Jaap Stam's first day at FC Cincinnati training

It's still early in Jaap Stam's tenure as the head coach of FC Cincinnati, but following a dreadful start to the MLS is Back Tournament, the defensive strides made by the club during the Group Stage have been remarkable to watch.

After getting blasted 4-0 by Columbus Crew SC in their tournament opener, FC Cincy became arguably the most surprising team to make it through to the Knockout Stage, beating Atlanta United 1-0 and the New York Red Bulls 2-0 to punch their ticket. The victories weren't necessarily pretty. FC Cincy were the beneficiaries of a first-half red card against Atlanta and didn't exactly look like an attacking juggernaut against RBNY.

Still, back-to-back clean sheets is nothing to scoff at for a team with a reputation as one of the league's poorest defensive units dating back to last year's expansion season. Speaking with reporters on a Sunday conference call ahead of his club's Round of 16 match against the Portland Timbers on Tuesday (10:30 pm ET | ESPN, ESPN Deportes in US; TSN in Canada), Stam said he's pleased with how his group compartmentalized and learned from the defeat to the Crew, adding that he credits his players for taking their chances in addition to the improved defense. 

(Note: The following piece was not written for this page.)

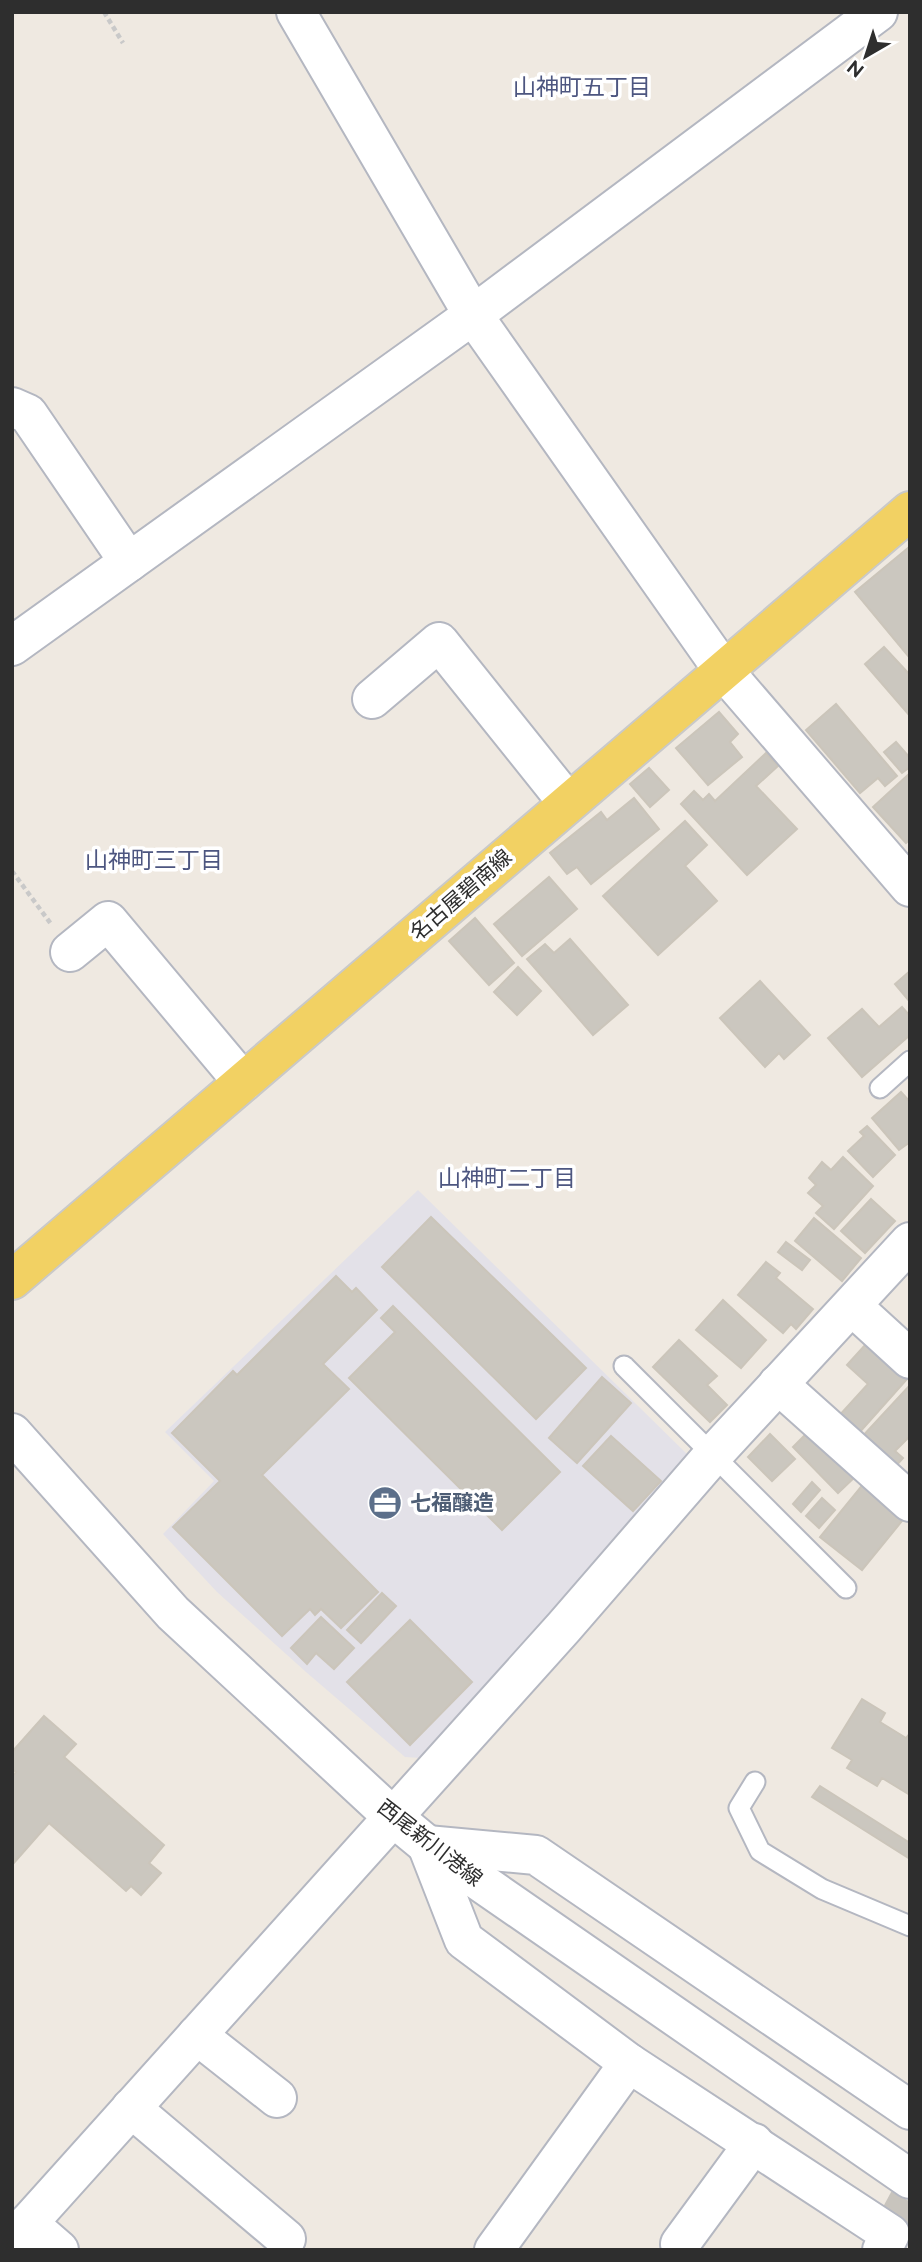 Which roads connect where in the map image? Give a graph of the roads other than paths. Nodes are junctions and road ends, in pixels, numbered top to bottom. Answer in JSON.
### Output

Asked about his initial impressions of playing under Stam and what has led to the recent strides, Cincinnati midfielder Caleb Stanko credited the Dutchman with figuring out and starting to implement a style that fits with the players on the roster, adding that he only expects further progress as the team gets more matches under its belt.

"Of course you’re pleased in not conceding and scoring yourself," Stam said. "The first game, we’ve all seen that, and what happened for ourselves. We could have done better in that particular game but we didn’t. You need to learn from the things you haven’t done well, and that’s what we’ve done. In the second and third game we’ve picked it up very quickly, got the clean sheet, but also scored our goals, and of course we’re very happy in doing that. We want to keep on progressing and making things even more easy for yourself if that’s possible. Of course you need to play against opposition that has a lot of quality, so that makes it difficult.

"But we believe in ourselves and what we can do and what we’ve shown the last couple of games and hopefully we can make progress there and on Tuesday as well."

"I think he brings a very intense, tactical, disciplined approach to the game, which I really appreciate," Stanko said. "That hasn't always been the case with past coaches, which is just a different style. But it definitely plays into my style. I really respect the guy so much because of what he's done as a player. And I think he's really implemented a style that fits our team personally as opposed to bringing in a style that doesn't necessarily match the qualities of the players. So it's been so far really good to work with him and I'm excited for whatever the future holds."

The improved showing from Cincinnati isn't lost on Timbers head coach Giovanni Savarese, who said he's not viewing the match as easy on paper by any stretch, given what he's seen from Stam's group the last two games.

"It’s going to be a challenging match because they first make sure that you don’t find space, they make sure first not to concede," Savarese said. "The more they go forward, their confidence grows and there’s more that they can do now also with the ball. We see that they don’t shy away from some things that have become patterns when they have the ball. The main concern for them is to make sure they are very solid defensively, and that’s going to be a challenge for us.

"We have to move the ball well, we have to make sure we find the right areas in order to unbalance them. We’ve analyzed different things we can do with the ball in order for us to try to find the space and that’s what we’re working on. We’re going to face this challenge, but we have to be very careful, because it’s a team that can complicate [matters], and it’s not going to be easy for us to break them down."